PROBLEM: Within the entries below, find every line that has the string "Noland", then copy it.

[DATA TO USE — start]

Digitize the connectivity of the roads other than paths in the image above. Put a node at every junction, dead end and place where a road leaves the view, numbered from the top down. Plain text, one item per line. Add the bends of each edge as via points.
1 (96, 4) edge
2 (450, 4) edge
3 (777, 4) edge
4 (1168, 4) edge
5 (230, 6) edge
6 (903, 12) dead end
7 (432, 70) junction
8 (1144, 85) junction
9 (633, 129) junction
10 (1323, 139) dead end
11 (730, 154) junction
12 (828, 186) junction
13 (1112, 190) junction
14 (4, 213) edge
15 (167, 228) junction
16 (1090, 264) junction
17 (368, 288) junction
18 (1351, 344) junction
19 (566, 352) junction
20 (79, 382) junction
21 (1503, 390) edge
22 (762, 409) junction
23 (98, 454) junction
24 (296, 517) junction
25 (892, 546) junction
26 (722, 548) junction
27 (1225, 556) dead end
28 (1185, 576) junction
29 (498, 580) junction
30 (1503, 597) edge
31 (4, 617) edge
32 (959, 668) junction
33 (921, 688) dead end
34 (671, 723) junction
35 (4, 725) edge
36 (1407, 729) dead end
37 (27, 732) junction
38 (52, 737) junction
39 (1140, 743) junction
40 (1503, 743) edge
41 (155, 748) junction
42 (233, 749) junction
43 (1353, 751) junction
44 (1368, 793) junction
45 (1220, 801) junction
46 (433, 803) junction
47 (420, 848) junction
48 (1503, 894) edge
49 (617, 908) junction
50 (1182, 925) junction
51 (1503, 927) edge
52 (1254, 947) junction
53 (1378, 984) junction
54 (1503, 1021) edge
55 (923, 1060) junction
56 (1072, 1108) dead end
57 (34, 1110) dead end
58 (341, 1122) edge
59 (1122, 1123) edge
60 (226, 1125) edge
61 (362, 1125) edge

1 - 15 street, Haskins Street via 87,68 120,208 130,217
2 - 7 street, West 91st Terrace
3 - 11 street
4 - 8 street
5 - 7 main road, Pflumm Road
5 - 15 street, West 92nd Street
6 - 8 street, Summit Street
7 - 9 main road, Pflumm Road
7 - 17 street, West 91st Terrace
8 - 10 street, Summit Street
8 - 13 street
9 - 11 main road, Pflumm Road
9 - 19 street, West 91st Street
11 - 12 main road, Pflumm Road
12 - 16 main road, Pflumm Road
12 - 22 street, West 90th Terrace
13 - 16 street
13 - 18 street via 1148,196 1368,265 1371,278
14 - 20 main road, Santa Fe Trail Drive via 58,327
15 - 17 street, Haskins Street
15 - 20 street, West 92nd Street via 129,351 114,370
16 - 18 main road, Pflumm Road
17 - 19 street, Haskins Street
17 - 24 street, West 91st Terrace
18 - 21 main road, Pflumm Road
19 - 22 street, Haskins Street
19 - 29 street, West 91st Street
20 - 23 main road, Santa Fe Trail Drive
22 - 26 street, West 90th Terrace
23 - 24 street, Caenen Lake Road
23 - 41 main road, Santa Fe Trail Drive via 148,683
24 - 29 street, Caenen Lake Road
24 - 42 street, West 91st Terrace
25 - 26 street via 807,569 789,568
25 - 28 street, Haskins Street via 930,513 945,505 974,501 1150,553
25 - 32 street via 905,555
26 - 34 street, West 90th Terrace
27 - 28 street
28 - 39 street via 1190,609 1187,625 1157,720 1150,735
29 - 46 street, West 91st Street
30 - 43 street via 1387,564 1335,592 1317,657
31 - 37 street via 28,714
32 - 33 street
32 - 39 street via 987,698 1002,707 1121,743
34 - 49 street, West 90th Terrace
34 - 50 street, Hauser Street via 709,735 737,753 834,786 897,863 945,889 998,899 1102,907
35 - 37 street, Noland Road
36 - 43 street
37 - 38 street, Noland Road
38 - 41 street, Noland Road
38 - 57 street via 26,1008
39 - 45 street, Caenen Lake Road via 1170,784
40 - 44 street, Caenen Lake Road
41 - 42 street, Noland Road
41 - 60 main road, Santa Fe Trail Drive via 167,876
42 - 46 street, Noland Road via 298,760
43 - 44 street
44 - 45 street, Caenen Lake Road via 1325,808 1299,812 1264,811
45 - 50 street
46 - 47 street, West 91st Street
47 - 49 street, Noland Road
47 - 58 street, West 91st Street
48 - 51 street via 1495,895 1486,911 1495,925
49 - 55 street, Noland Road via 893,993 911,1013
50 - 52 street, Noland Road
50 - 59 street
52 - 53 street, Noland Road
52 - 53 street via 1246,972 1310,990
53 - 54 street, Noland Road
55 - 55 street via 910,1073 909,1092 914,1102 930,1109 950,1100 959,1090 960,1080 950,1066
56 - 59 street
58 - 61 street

[DATA TO USE — finish]

OUTPUT FOR THIS EXERCISE:
35 - 37 street, Noland Road
37 - 38 street, Noland Road
38 - 41 street, Noland Road
41 - 42 street, Noland Road
42 - 46 street, Noland Road via 298,760
47 - 49 street, Noland Road
49 - 55 street, Noland Road via 893,993 911,1013
50 - 52 street, Noland Road
52 - 53 street, Noland Road
53 - 54 street, Noland Road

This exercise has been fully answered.